*WHAT YOU NEED TO DO*: Every line containing the word "Euskadi" must be pulled from the records.

*PROVIDED MATERIAL*:
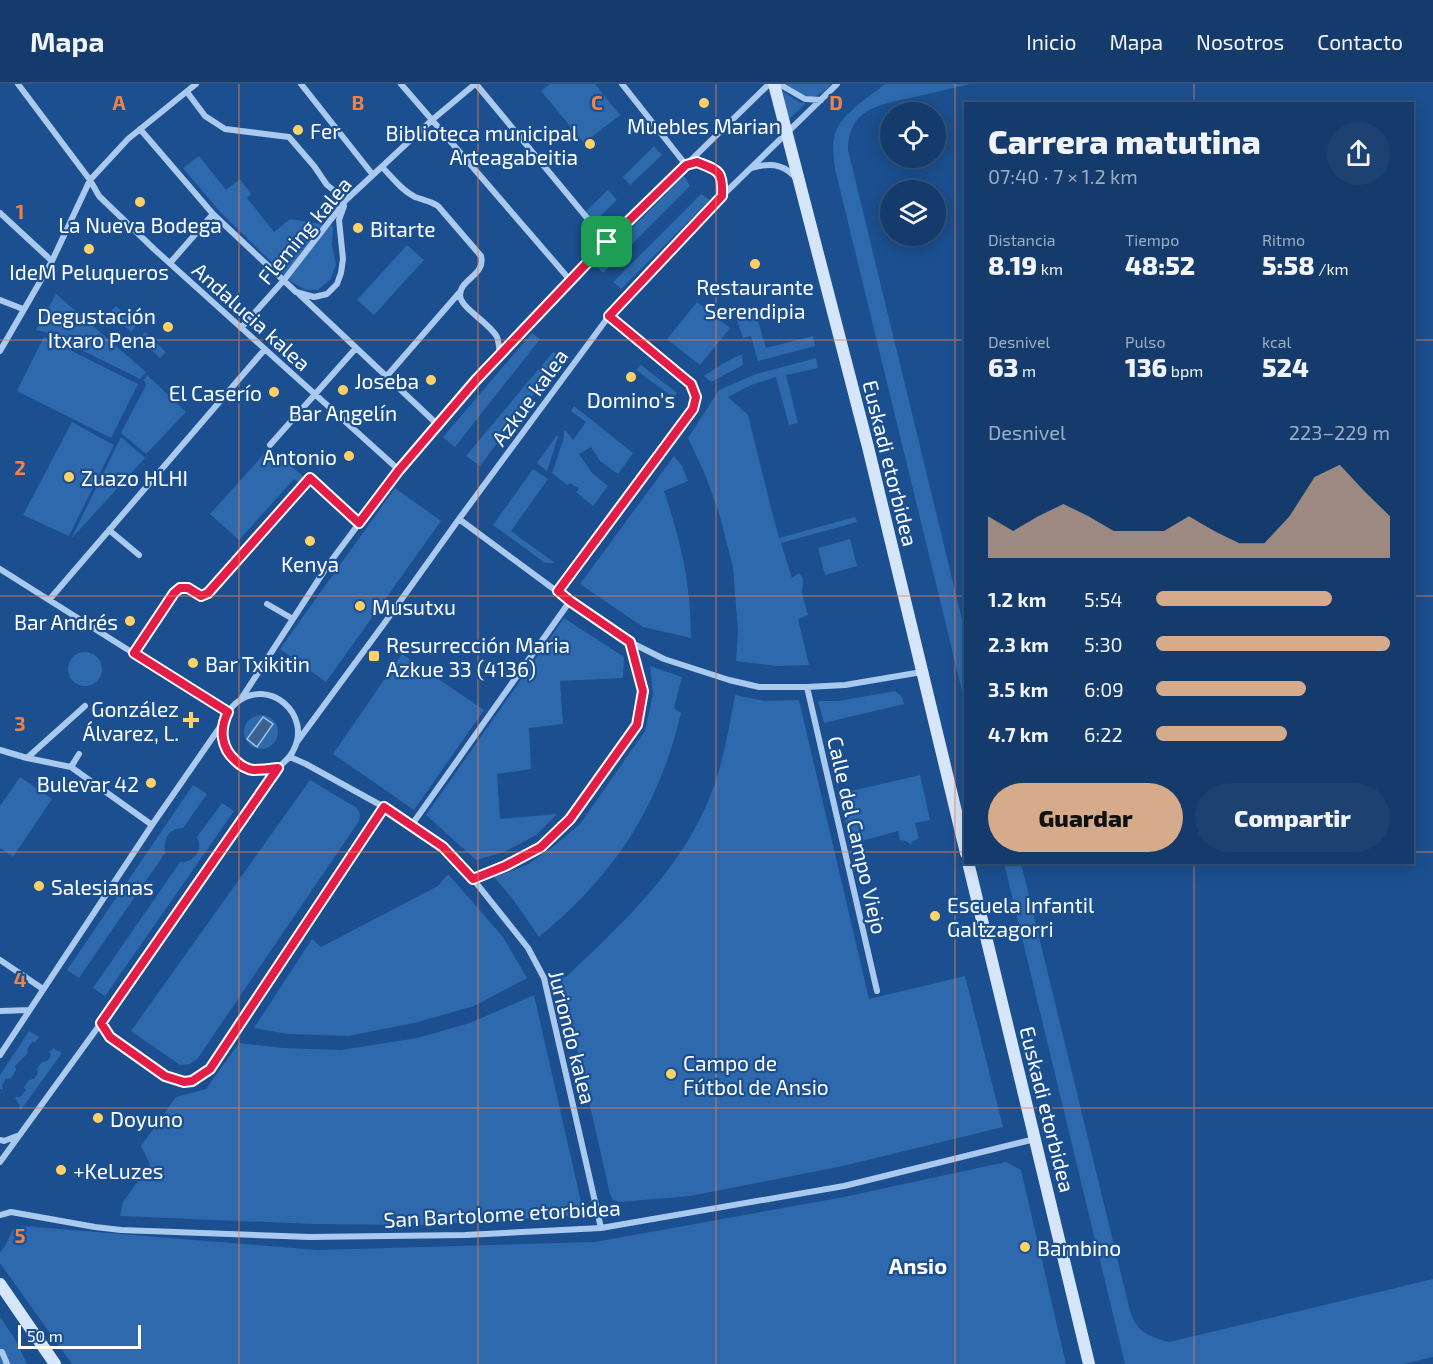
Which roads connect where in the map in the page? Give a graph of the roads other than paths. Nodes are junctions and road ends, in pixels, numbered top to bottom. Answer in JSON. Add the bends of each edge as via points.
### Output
{"nodes":[{"id":1,"x":18,"y":84,"type":"edge"},
{"id":2,"x":196,"y":84,"type":"edge"},
{"id":3,"x":301,"y":84,"type":"edge"},
{"id":4,"x":401,"y":84,"type":"edge"},
{"id":5,"x":475,"y":84,"type":"edge"},
{"id":6,"x":622,"y":84,"type":"edge"},
{"id":7,"x":769,"y":84,"type":"edge"},
{"id":8,"x":774,"y":84,"type":"edge"},
{"id":9,"x":779,"y":84,"type":"edge"},
{"id":10,"x":837,"y":84,"type":"edge"},
{"id":11,"x":187,"y":92,"type":"junction"},
{"id":12,"x":820,"y":100,"type":"junction"},
{"id":13,"x":432,"y":120,"type":"junction"},
{"id":14,"x":140,"y":129,"type":"junction"},
{"id":15,"x":786,"y":134,"type":"junction"},
{"id":16,"x":686,"y":165,"type":"junction"},
{"id":17,"x":382,"y":167,"type":"junction"},
{"id":18,"x":751,"y":168,"type":"junction"},
{"id":19,"x":373,"y":175,"type":"junction"},
{"id":20,"x":90,"y":180,"type":"junction"},
{"id":21,"x":798,"y":180,"type":"junction"},
{"id":22,"x":722,"y":196,"type":"junction"},
{"id":23,"x":346,"y":200,"type":"junction"},
{"id":24,"x":0,"y":213,"type":"edge"},
{"id":25,"x":213,"y":214,"type":"junction"},
{"id":26,"x":607,"y":242,"type":"junction"},
{"id":27,"x":52,"y":261,"type":"junction"},
{"id":28,"x":170,"y":263,"type":"junction"},
{"id":29,"x":284,"y":280,"type":"junction"},
{"id":30,"x":570,"y":280,"type":"junction"},
{"id":31,"x":297,"y":292,"type":"junction"},
{"id":32,"x":459,"y":293,"type":"junction"},
{"id":33,"x":0,"y":300,"type":"edge"},
{"id":34,"x":23,"y":309,"type":"junction"},
{"id":35,"x":609,"y":316,"type":"junction"},
{"id":36,"x":241,"y":328,"type":"junction"},
{"id":37,"x":356,"y":348,"type":"junction"},
{"id":38,"x":265,"y":349,"type":"junction"},
{"id":39,"x":0,"y":351,"type":"edge"},
{"id":40,"x":500,"y":355,"type":"junction"},
{"id":41,"x":386,"y":377,"type":"junction"},
{"id":42,"x":315,"y":394,"type":"junction"},
{"id":43,"x":438,"y":425,"type":"junction"},
{"id":44,"x":270,"y":445,"type":"dead end"},
{"id":45,"x":399,"y":470,"type":"junction"},
{"id":46,"x":459,"y":519,"type":"junction"},
{"id":47,"x":359,"y":523,"type":"junction"},
{"id":48,"x":109,"y":530,"type":"junction"},
{"id":49,"x":139,"y":555,"type":"dead end"},
{"id":50,"x":0,"y":569,"type":"edge"},
{"id":51,"x":558,"y":591,"type":"junction"},
{"id":52,"x":49,"y":600,"type":"junction"},
{"id":53,"x":570,"y":601,"type":"junction"},
{"id":54,"x":267,"y":604,"type":"dead end"},
{"id":55,"x":293,"y":619,"type":"junction"},
{"id":56,"x":630,"y":642,"type":"junction"},
{"id":57,"x":134,"y":653,"type":"junction"},
{"id":58,"x":923,"y":672,"type":"junction"},
{"id":59,"x":807,"y":687,"type":"junction"},
{"id":60,"x":241,"y":699,"type":"junction"},
{"id":61,"x":85,"y":706,"type":"dead end"},
{"id":62,"x":228,"y":712,"type":"junction"},
{"id":63,"x":224,"y":721,"type":"junction"},
{"id":64,"x":297,"y":742,"type":"junction"},
{"id":65,"x":0,"y":750,"type":"edge"},
{"id":66,"x":79,"y":754,"type":"dead end"},
{"id":67,"x":290,"y":757,"type":"junction"},
{"id":68,"x":27,"y":758,"type":"junction"},
{"id":69,"x":71,"y":767,"type":"junction"},
{"id":70,"x":278,"y":768,"type":"junction"},
{"id":71,"x":384,"y":807,"type":"junction"},
{"id":72,"x":152,"y":825,"type":"junction"},
{"id":73,"x":411,"y":826,"type":"junction"},
{"id":74,"x":964,"y":845,"type":"edge"},
{"id":75,"x":968,"y":864,"type":"edge"},
{"id":76,"x":473,"y":879,"type":"junction"},
{"id":77,"x":0,"y":960,"type":"edge"},
{"id":78,"x":43,"y":989,"type":"junction"},
{"id":79,"x":877,"y":991,"type":"dead end"},
{"id":80,"x":29,"y":1010,"type":"junction"},
{"id":81,"x":0,"y":1011,"type":"edge"},
{"id":82,"x":101,"y":1023,"type":"junction"},
{"id":83,"x":0,"y":1055,"type":"edge"},
{"id":84,"x":18,"y":1136,"type":"junction"},
{"id":85,"x":1035,"y":1139,"type":"junction"},
{"id":86,"x":0,"y":1140,"type":"edge"},
{"id":87,"x":0,"y":1162,"type":"edge"},
{"id":88,"x":0,"y":1215,"type":"edge"},
{"id":89,"x":601,"y":1228,"type":"junction"},
{"id":90,"x":0,"y":1284,"type":"edge"},
{"id":91,"x":0,"y":1352,"type":"edge"},
{"id":92,"x":7,"y":1364,"type":"edge"},
{"id":93,"x":55,"y":1364,"type":"edge"},
{"id":94,"x":1089,"y":1364,"type":"edge"}],
"edges":[{"from":1,"to":20,"type":"street","name":"Andalucia kalea"},
{"from":2,"to":11,"type":"street"},
{"from":3,"to":19,"type":"street"},
{"from":4,"to":13,"type":"street"},
{"from":5,"to":13,"type":"street","name":"Fleming kalea"},
{"from":5,"to":26,"type":"street"},
{"from":6,"to":16,"type":"street"},
{"from":7,"to":16,"type":"street","name":"Azkue kalea"},
{"from":8,"to":15,"type":"street","name":"Euskadi etorbidea"},
{"from":9,"to":12,"type":"street","via":[[805,99]]},
{"from":10,"to":12,"type":"street","name":"Azkue kalea"},
{"from":11,"to":14,"type":"street"},
{"from":11,"to":23,"type":"street","via":[[205,116],[225,129],[289,137],[327,185]]},
{"from":12,"to":15,"type":"street","name":"Azkue kalea"},
{"from":13,"to":17,"type":"street","name":"Fleming kalea"},
{"from":13,"to":30,"type":"street"},
{"from":14,"to":20,"type":"street"},
{"from":14,"to":25,"type":"street"},
{"from":15,"to":18,"type":"street","name":"Azkue kalea"},
{"from":15,"to":21,"type":"street","name":"Euskadi etorbidea"},
{"from":16,"to":22,"type":"street","via":[[697,162],[716,170],[723,181]]},
{"from":16,"to":26,"type":"street","name":"Azkue kalea"},
{"from":17,"to":19,"type":"street","name":"Fleming kalea"},
{"from":17,"to":32,"type":"street","via":[[406,192],[438,206],[481,256],[479,269]]},
{"from":18,"to":21,"type":"street","via":[[776,165]]},
{"from":18,"to":22,"type":"street","name":"Azkue kalea"},
{"from":19,"to":23,"type":"street","name":"Fleming kalea"},
{"from":20,"to":27,"type":"street"},
{"from":20,"to":28,"type":"street","name":"Andalucia kalea","via":[[99,196]]},
{"from":21,"to":58,"type":"street","name":"Euskadi etorbidea"},
{"from":22,"to":35,"type":"street","name":"Azkue kalea"},
{"from":23,"to":29,"type":"street","name":"Fleming kalea"},
{"from":23,"to":31,"type":"street","via":[[339,220],[343,259],[337,284],[327,294],[314,297]]},
{"from":24,"to":27,"type":"street"},
{"from":25,"to":28,"type":"street"},
{"from":25,"to":29,"type":"street"},
{"from":26,"to":30,"type":"street","name":"Azkue kalea"},
{"from":27,"to":34,"type":"street"},
{"from":28,"to":36,"type":"street","name":"Andalucia kalea"},
{"from":29,"to":31,"type":"street"},
{"from":29,"to":36,"type":"street","name":"Fleming kalea"},
{"from":30,"to":40,"type":"street","name":"Azkue kalea"},
{"from":31,"to":37,"type":"street"},
{"from":32,"to":40,"type":"street","via":[[465,305],[493,330]]},
{"from":32,"to":41,"type":"street"},
{"from":33,"to":34,"type":"street"},
{"from":34,"to":39,"type":"street"},
{"from":35,"to":46,"type":"street","name":"Azkue kalea"},
{"from":35,"to":51,"type":"street","via":[[691,384],[696,397],[693,409]]},
{"from":36,"to":38,"type":"street","name":"Andalucia kalea"},
{"from":37,"to":41,"type":"street","via":[[373,359]]},
{"from":37,"to":42,"type":"street"},
{"from":38,"to":42,"type":"street","name":"Andalucia kalea"},
{"from":38,"to":48,"type":"street"},
{"from":40,"to":43,"type":"street","name":"Azkue kalea"},
{"from":41,"to":43,"type":"street"},
{"from":42,"to":44,"type":"street"},
{"from":42,"to":45,"type":"street","name":"Andalucia kalea"},
{"from":43,"to":45,"type":"street","name":"Azkue kalea"},
{"from":45,"to":47,"type":"street","name":"Azkue kalea"},
{"from":46,"to":51,"type":"street"},
{"from":46,"to":64,"type":"street","name":"Azkue kalea"},
{"from":47,"to":55,"type":"street","name":"Azkue kalea"},
{"from":47,"to":57,"type":"street","via":[[310,478],[208,593],[201,596],[188,588],[174,593]]},
{"from":48,"to":49,"type":"street"},
{"from":48,"to":52,"type":"street"},
{"from":50,"to":52,"type":"street"},
{"from":51,"to":53,"type":"street"},
{"from":52,"to":57,"type":"street"},
{"from":53,"to":56,"type":"street"},
{"from":53,"to":73,"type":"street"},
{"from":54,"to":55,"type":"street"},
{"from":55,"to":60,"type":"street","name":"Azkue kalea"},
{"from":56,"to":59,"type":"street","via":[[664,659],[729,680],[759,687]]},
{"from":56,"to":76,"type":"street","via":[[643,691],[637,725],[570,819],[541,847]]},
{"from":57,"to":62,"type":"street"},
{"from":58,"to":59,"type":"street"},
{"from":58,"to":74,"type":"street","name":"Euskadi etorbidea"},
{"from":59,"to":79,"type":"street","name":"Calle del Campo Viejo"},
{"from":60,"to":62,"type":"street"},
{"from":60,"to":64,"type":"street","via":[[266,694],[278,699],[295,717]]},
{"from":61,"to":68,"type":"street"},
{"from":62,"to":63,"type":"street"},
{"from":63,"to":70,"type":"street","via":[[224,746],[240,765],[251,770]]},
{"from":63,"to":72,"type":"street"},
{"from":64,"to":67,"type":"street"},
{"from":65,"to":68,"type":"street"},
{"from":66,"to":69,"type":"street"},
{"from":67,"to":70,"type":"street"},
{"from":67,"to":71,"type":"street","name":"Juriondo kalea"},
{"from":68,"to":69,"type":"street"},
{"from":69,"to":72,"type":"street"},
{"from":70,"to":82,"type":"street"},
{"from":71,"to":73,"type":"street","name":"Juriondo kalea"},
{"from":71,"to":82,"type":"street","via":[[210,1069],[192,1081],[165,1076],[110,1037]]},
{"from":72,"to":78,"type":"street"},
{"from":73,"to":76,"type":"street","name":"Juriondo kalea","via":[[443,847]]},
{"from":75,"to":85,"type":"street","name":"Euskadi etorbidea"},
{"from":76,"to":89,"type":"street","name":"Juriondo kalea","via":[[528,948],[544,978]]},
{"from":77,"to":78,"type":"street"},
{"from":78,"to":80,"type":"street"},
{"from":80,"to":81,"type":"street"},
{"from":80,"to":83,"type":"street"},
{"from":82,"to":84,"type":"street"},
{"from":84,"to":86,"type":"street"},
{"from":84,"to":87,"type":"street"},
{"from":85,"to":89,"type":"street","name":"San Bartolome etorbidea","via":[[844,1185]]},
{"from":85,"to":94,"type":"street","name":"Euskadi etorbidea"},
{"from":88,"to":89,"type":"street","name":"San Bartolome etorbidea","via":[[11,1212],[121,1230],[310,1237]]},
{"from":90,"to":93,"type":"street"},
{"from":91,"to":92,"type":"street"}]}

*ANSWER AREA*:
{"from":8,"to":15,"type":"street","name":"Euskadi etorbidea"},
{"from":15,"to":21,"type":"street","name":"Euskadi etorbidea"},
{"from":21,"to":58,"type":"street","name":"Euskadi etorbidea"},
{"from":58,"to":74,"type":"street","name":"Euskadi etorbidea"},
{"from":75,"to":85,"type":"street","name":"Euskadi etorbidea"},
{"from":85,"to":94,"type":"street","name":"Euskadi etorbidea"},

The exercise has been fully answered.